The first and only time Remus had made tea for him, it tasted wonderful. It was then, as he lay there in his dormitory bed on Christmas vacation, just done being violently sick, that he realized how different Remus was from everyone else. Remus was...strange. What a lovely, refreshing word to think, to voice. How strange were his long, slender fingers, letting the tea strainer down into the teapot with delicacy and precision, and how strange the way he gently poured the darkened water into a teacup for him. It was so strange how he actually sat on the bed, next to him, not caring about germs, or whatever he could catch from him, the sick boy, sick as a dog. It was strange, the way he had leaned forward, teacup in his hand, and so strange, the way he'd put the teacup to his dry lips silently, and smiled that small smile that crossed his lips when a few sips were taken. And a few more, once he realized how nice the tea tasted. Remus kept looking at him, always silent, never the way other boys were.

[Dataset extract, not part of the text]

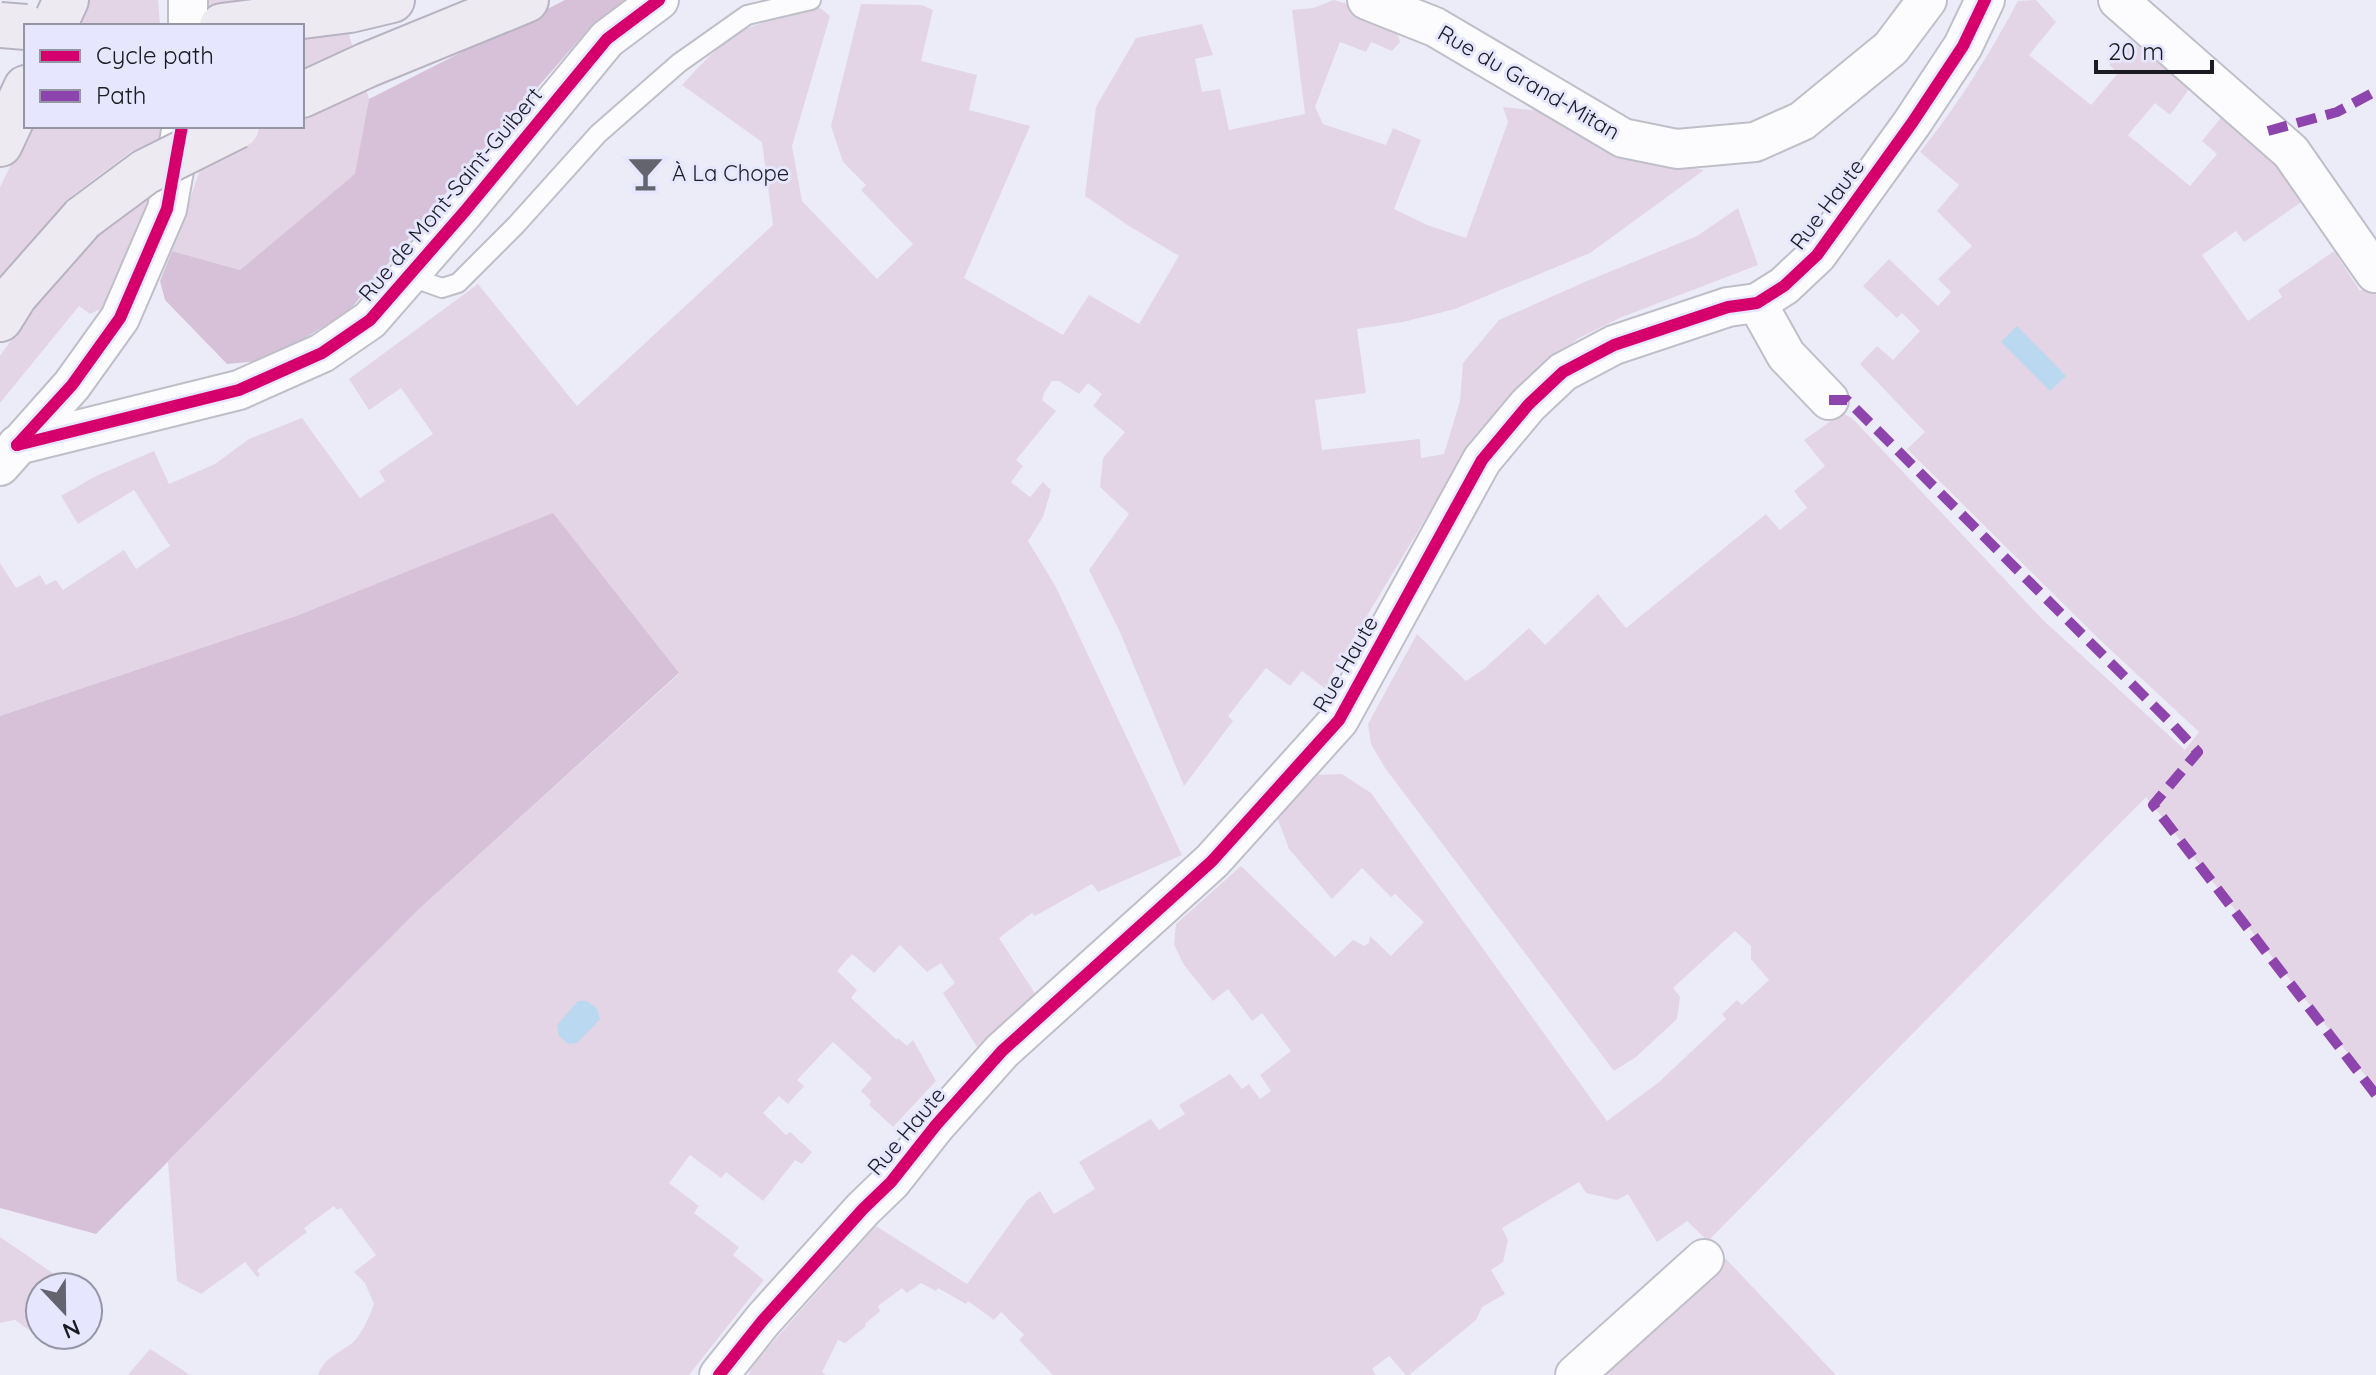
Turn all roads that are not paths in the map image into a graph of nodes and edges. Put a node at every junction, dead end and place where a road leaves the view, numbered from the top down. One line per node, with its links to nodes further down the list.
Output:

He hadn't been sick since four years ago, when he'd taken his first sip of that tea. Remus had said it was rose tea he'd made for him. It couldn't have been rose tea. This tea, which he had now taken yet another sip from, tasted awful. He dumped it out in the sink. The tea strainer clinked sadly as it hit the porcelain, the top fell off. Soggy rose petals and black twigs were strewn across the off-white of the sink.

He wondered, then, for the first time in the three weeks since summer vacation had started, what Remus was doing. He realized he knew. Friends weren't supposed to give away secrets that could mean the other friend's life. Remus knew; he knew; and so now it came to this: Remus was reading a book, sitting in that wooden chair by his window, perfectly happy and forgetting he had ever had friends.

Remus, in his strange, distant way, was forgetting about him.

Strange, the way he suddenly became terribly, violently sick in the sink, for the first time since that one day, when he'd seen Remus' face closer to his than it ever had been and ever would be, felt the mattress sink slightly with his light weight, and tasted on his lips the peaceful heaven made only for him.